During today’s inspection, LPA performed observations, record review and interviews.

At 1:00PM., LPA observed the following: facility’s toddler/ infant classrooms are made separate, with no co-mingling possible between groups.

On 7/14/2023, Assistant director submitted an updated schedule to the department via email.

Deficiency issued on 7/7/2023, have been cleared and ‘Cleared Plan of Correction Letters’ were provided.

Exit interview, plan of correction, and report was discussed with Assistant Director, Anette Medrano, and signature of this form acknowledges receipt of these documents.

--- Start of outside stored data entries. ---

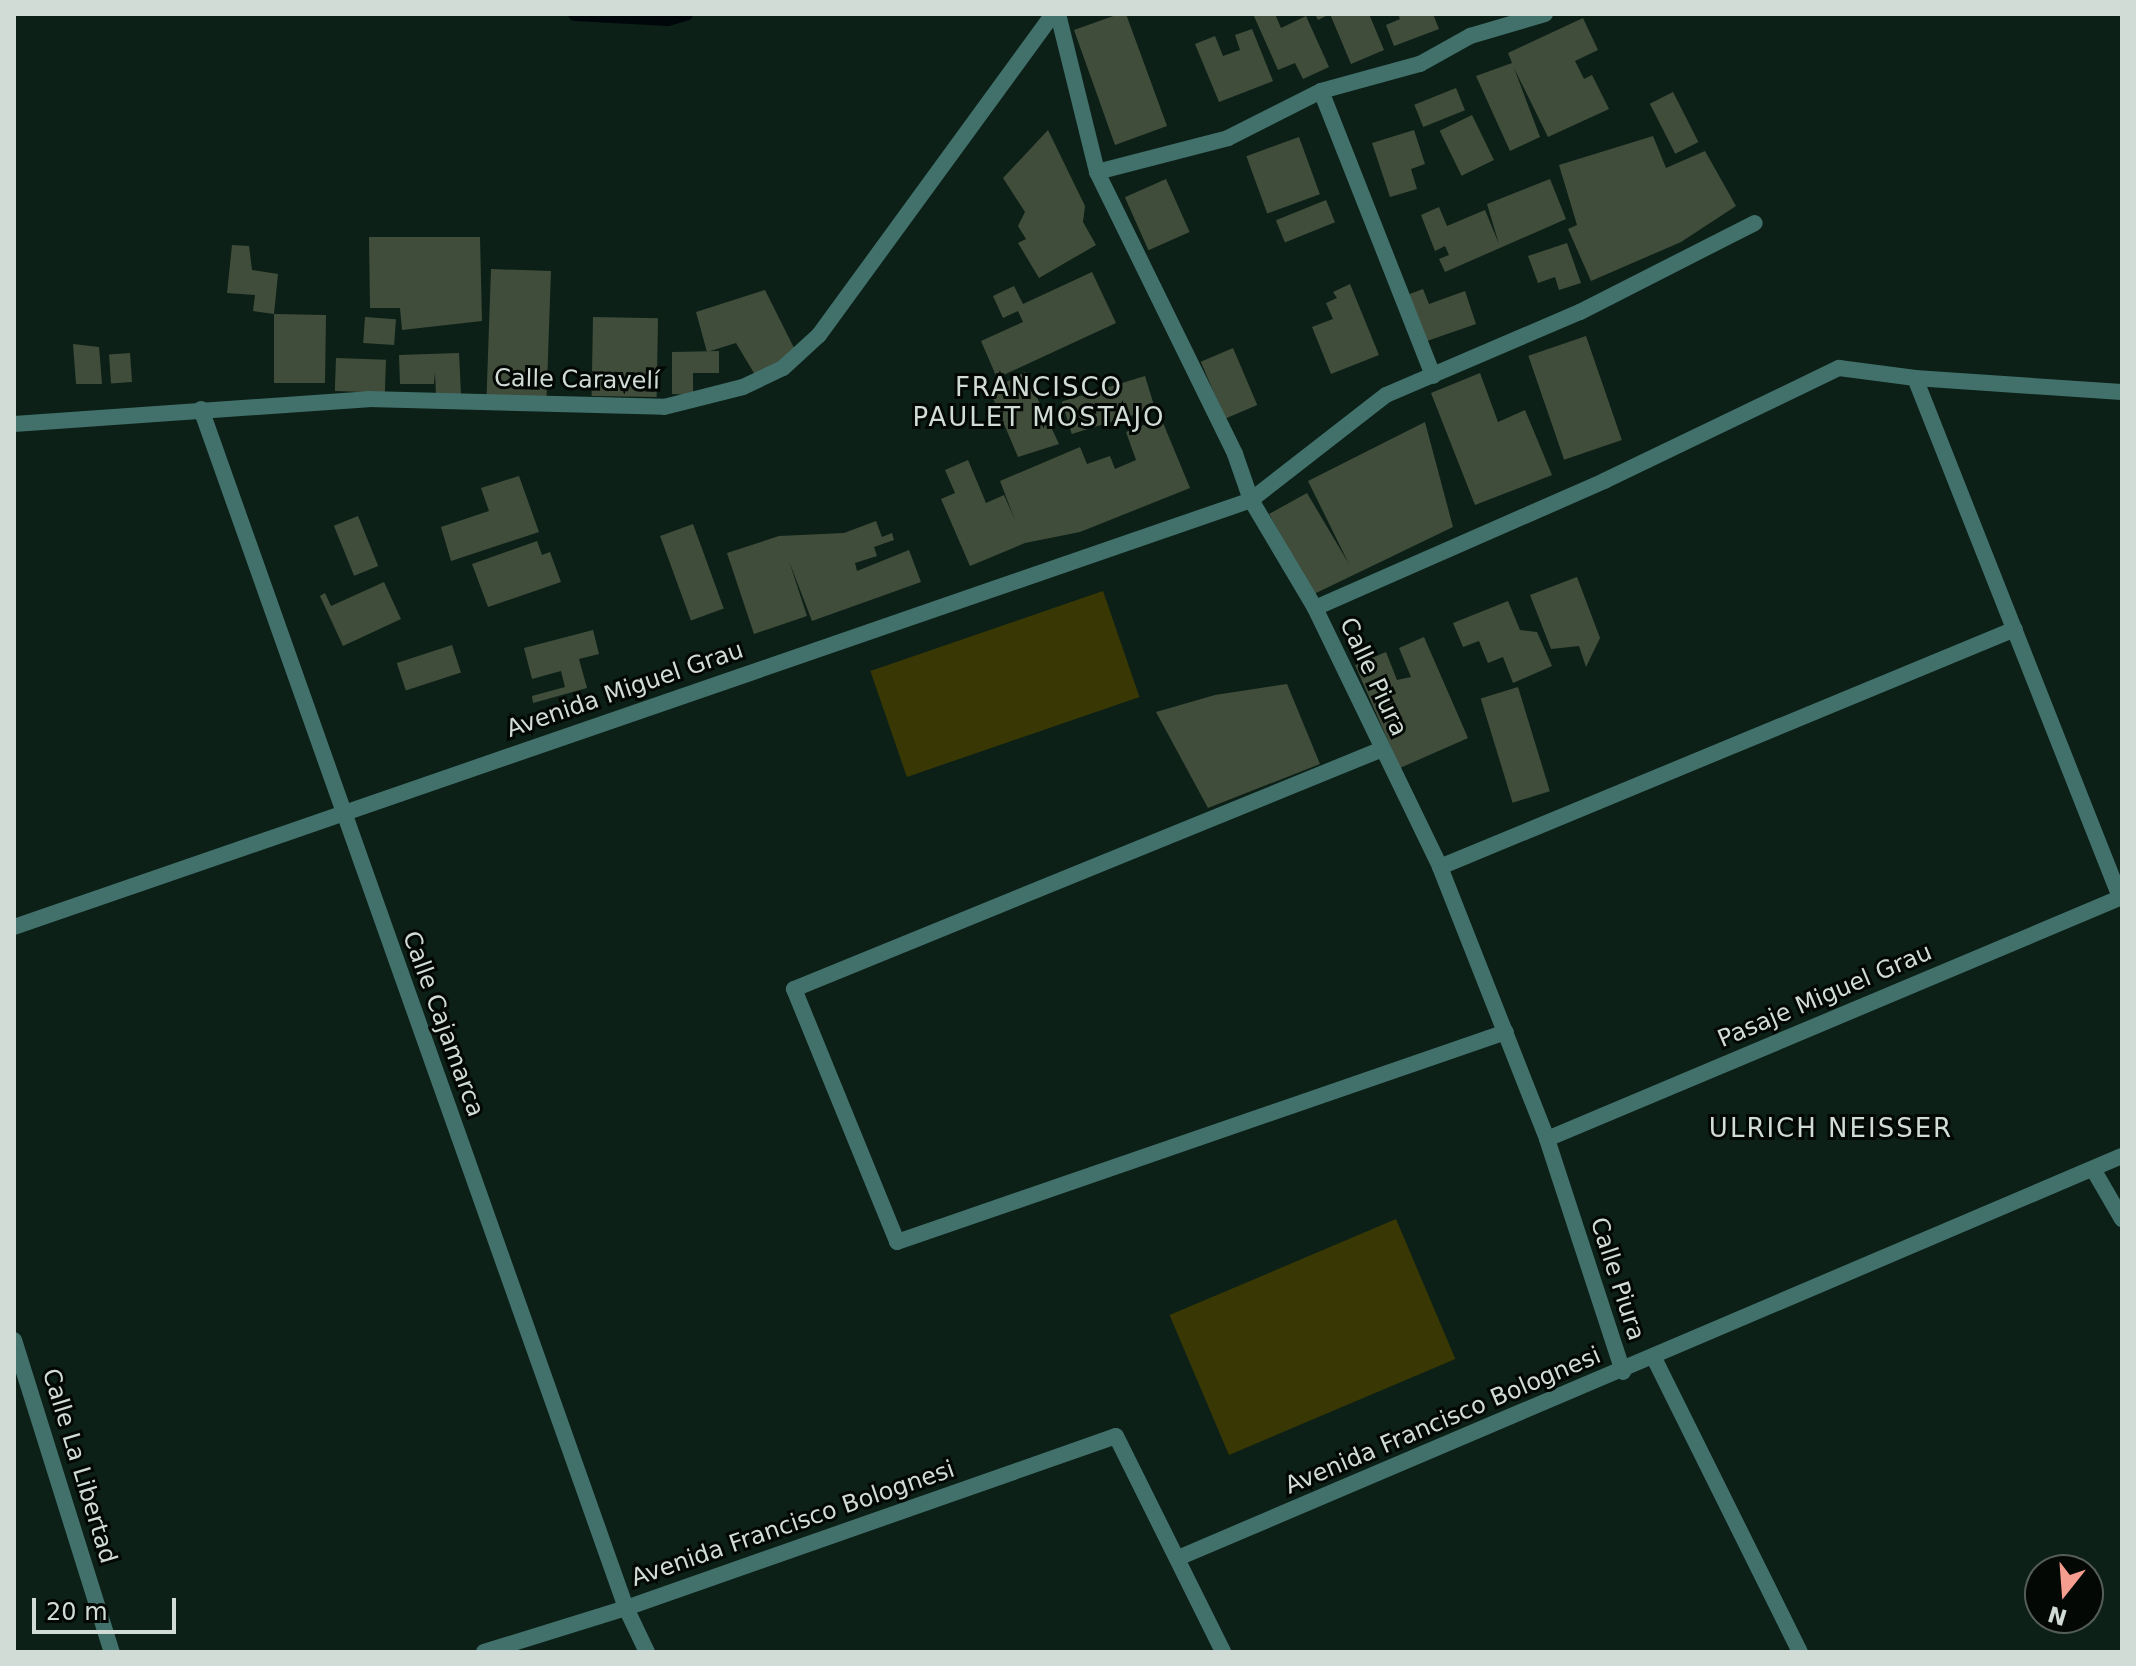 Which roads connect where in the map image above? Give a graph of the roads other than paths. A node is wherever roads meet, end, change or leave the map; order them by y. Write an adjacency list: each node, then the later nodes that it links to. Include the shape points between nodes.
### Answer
1 (1055, 14): 4 (street, Calle Piura); 9 (street, Calle Caravelí, via 819,335 783,368 743,387 664,407 368,399)
2 (1545, 14): 3 (street, via 1470,36 1420,64)
3 (1321, 91): 4 (street, via 1228,138); 6 (street)
4 (1097, 172): 11 (street, Calle Piura, via 1235,454)
5 (1755, 223): 6 (street, Avenida Miguel Grau, via 1580,312)
6 (1433, 376): 11 (street, Avenida Miguel Grau, via 1386,395)
7 (1915, 378): 8 (street); 12 (street, via 1839,368 1604,481); 13 (street)
8 (2122, 392)
9 (201, 409): 10 (street, Calle Caravelí); 15 (street, Calle Cajamarca)
10 (14, 424)
11 (1251, 500): 12 (street, Calle Piura); 15 (street, Avenida Miguel Grau)
12 (1315, 608): 14 (street, Calle Piura)
13 (2015, 629): 16 (street); 17 (street)
14 (1380, 750): 16 (street, Calle Piura); 19 (street, via 794,989 897,1242)
15 (342, 813): 18 (street, Avenida Miguel Grau); 28 (street, Calle Cajamarca)
16 (1440, 867): 19 (street, Calle Piura)
17 (2121, 897): 20 (street, Pasaje Miguel Grau)
18 (14, 927)
19 (1506, 1032): 20 (street, Calle Piura)
20 (1547, 1139): 26 (street, Calle Piura)
21 (2122, 1156): 22 (street, Avenida Francisco Bolognesi)
22 (2093, 1169): 23 (street); 25 (street, Avenida Francisco Bolognesi)
23 (2122, 1219)
24 (14, 1340): 29 (street, Calle La Libertad)
25 (1654, 1358): 26 (street, Avenida Francisco Bolognesi); 33 (street, Calle Piura)
26 (1623, 1372): 27 (street, Avenida Francisco Bolognesi)
27 (1178, 1558): 28 (street, Avenida Francisco Bolognesi, via 1116,1436); 32 (street)
28 (626, 1608): 30 (street, Avenida Francisco Bolognesi); 31 (street, Calle Cajamarca)
29 (112, 1652)
30 (484, 1652)
31 (647, 1652)
32 (1223, 1652)
33 (1800, 1652)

This report must be available in the facility for public review. Notice was provided and shall remain posted for 30 days. Licensee was advised for additional questions to call CCL Office, M-F, 8am-5pm, 650-266-8800 or 1-844-538-8766. Website: www.ccld.ca.gov
SUPERVISORS NAME: Marie Rodriguez
LICENSING EVALUATOR NAME: Luis Gomez
LICENSING EVALUATOR SIGNATURE: DATE: 08/14/2023
I acknowledge receipt of this form and understand my licensing appeal rights as explained and received.
FACILITY REPRESENTATIVE SIGNATURE: DATE: 08/14/2023
This report must be available at Child Care and Group Home facilities for public review for 3 years.